§ **What you will do**
Look through the lines below and extract any with the word "pinky".

[Exercise data — start]

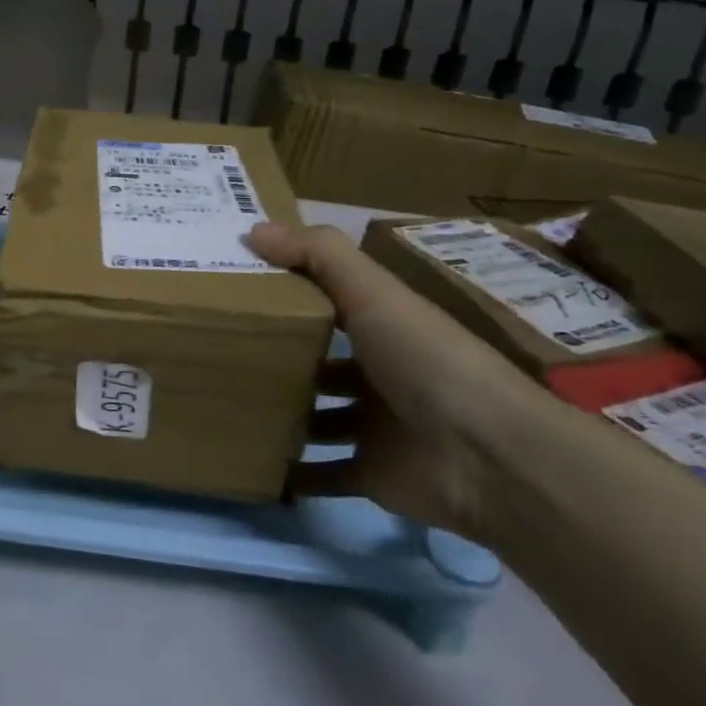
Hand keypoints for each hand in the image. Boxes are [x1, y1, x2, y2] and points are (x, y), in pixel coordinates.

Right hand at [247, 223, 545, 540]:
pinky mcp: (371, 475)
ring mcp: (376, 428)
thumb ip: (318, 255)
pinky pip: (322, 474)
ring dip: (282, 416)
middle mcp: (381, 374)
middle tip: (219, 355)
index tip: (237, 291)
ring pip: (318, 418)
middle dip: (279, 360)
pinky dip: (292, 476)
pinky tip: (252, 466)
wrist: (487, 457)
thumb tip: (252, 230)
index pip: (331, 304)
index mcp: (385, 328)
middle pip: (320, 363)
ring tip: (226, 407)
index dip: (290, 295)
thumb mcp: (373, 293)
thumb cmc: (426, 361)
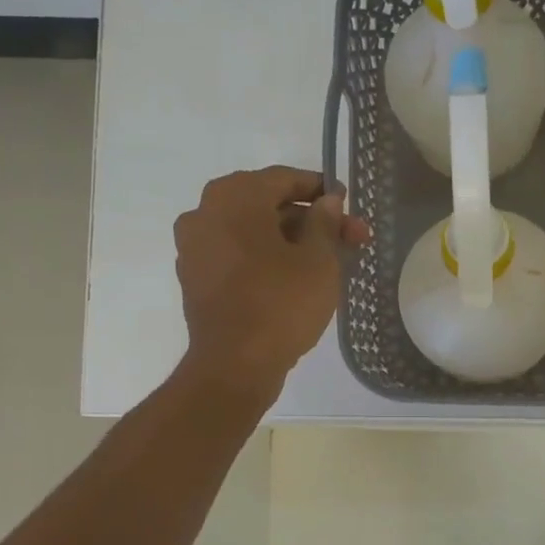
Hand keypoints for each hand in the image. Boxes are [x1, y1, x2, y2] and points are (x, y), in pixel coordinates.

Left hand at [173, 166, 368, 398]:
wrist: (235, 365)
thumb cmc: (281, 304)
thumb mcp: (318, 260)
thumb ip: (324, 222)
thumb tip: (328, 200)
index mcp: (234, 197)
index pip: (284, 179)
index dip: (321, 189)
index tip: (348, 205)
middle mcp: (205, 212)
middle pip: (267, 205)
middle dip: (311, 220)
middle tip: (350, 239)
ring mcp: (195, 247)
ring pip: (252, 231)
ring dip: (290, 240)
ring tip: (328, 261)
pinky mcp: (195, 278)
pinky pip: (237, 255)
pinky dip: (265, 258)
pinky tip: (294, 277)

[Exercise data — finish]

§ **Task output**
pinky mcp: (371, 475)
pinky pip: (322, 474)
pinky dip: (292, 476)
pinky tip: (252, 466)
pinky mcp: (195, 278)
pinky pip: (237, 255)
pinky dip: (265, 258)
pinky tip: (294, 277)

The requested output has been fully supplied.